- Born: 16 March 1902 Jesi, Province of Ancona, Kingdom of Italy
- Died: 11 August 1975 (aged 73) Rome, Italy
- Occupation: Civil engineer

= Dagoberto Ortensi =

Italian civil engineer

Dagoberto Ortensi (16 March 1902 - 11 August 1975) was an Italian civil engineer. His work was part of the art competitions at the 1936 Summer Olympics and the 1948 Summer Olympics.

==Life and career==
Ortensi graduated in engineering from the Polytechnic University of Turin in 1925. In the 1930s, he became a key figure in architecture and urban planning, participating in major national competitions, such as the Palazzo del Littorio and the Palazzo della Civiltà Italiana in Rome.

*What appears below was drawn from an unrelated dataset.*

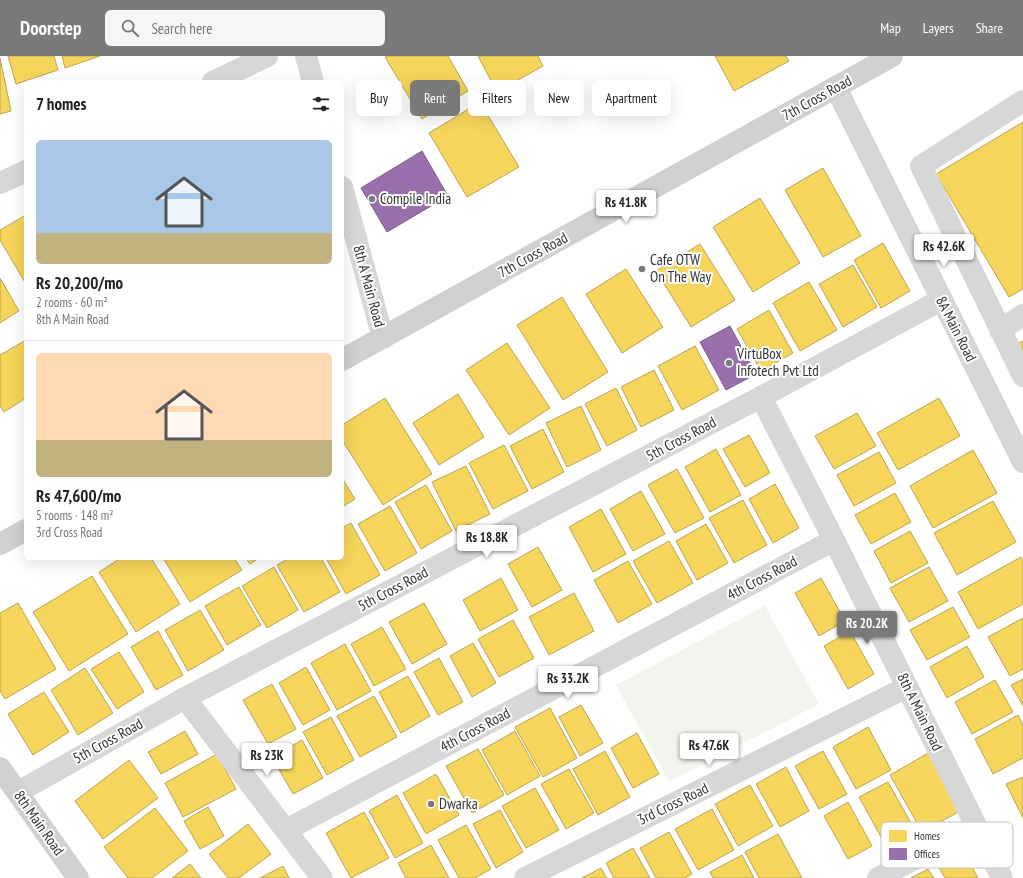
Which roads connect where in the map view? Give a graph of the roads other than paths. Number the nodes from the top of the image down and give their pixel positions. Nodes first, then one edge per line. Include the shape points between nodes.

In 1932, he collaborated with Raffaello Fagnoni and Enrico Bianchini on the Mussolini Stadium in Turin.

After earning a teaching qualification in architectural technology at the University of Rome in 1942, Ortensi focused on designing sports facilities, including stadiums and pools, across Italy. His notable works, often in collaboration with Fagnoni and Bianchini, include the municipal stadiums in Grosseto and Arezzo.

Ortensi also received recognition in the 1948 Olympic Art Competitions and is best known for designing the large velodrome for the 1960 Rome Olympics. In 1961, he became a professor at the University of L'Aquila. He died in Rome on 11 August 1975.

==Sources==
- "Urbanisti italiani" (1954)
- "Sport e fascismo" (2009)
- Alessandra Capuano (2005). "Temi e figure nell'architettura romana 1944-2004"
- Maria Luisa Neri (2012). "L'altra modernità nella cultura architettonica del XX secolo"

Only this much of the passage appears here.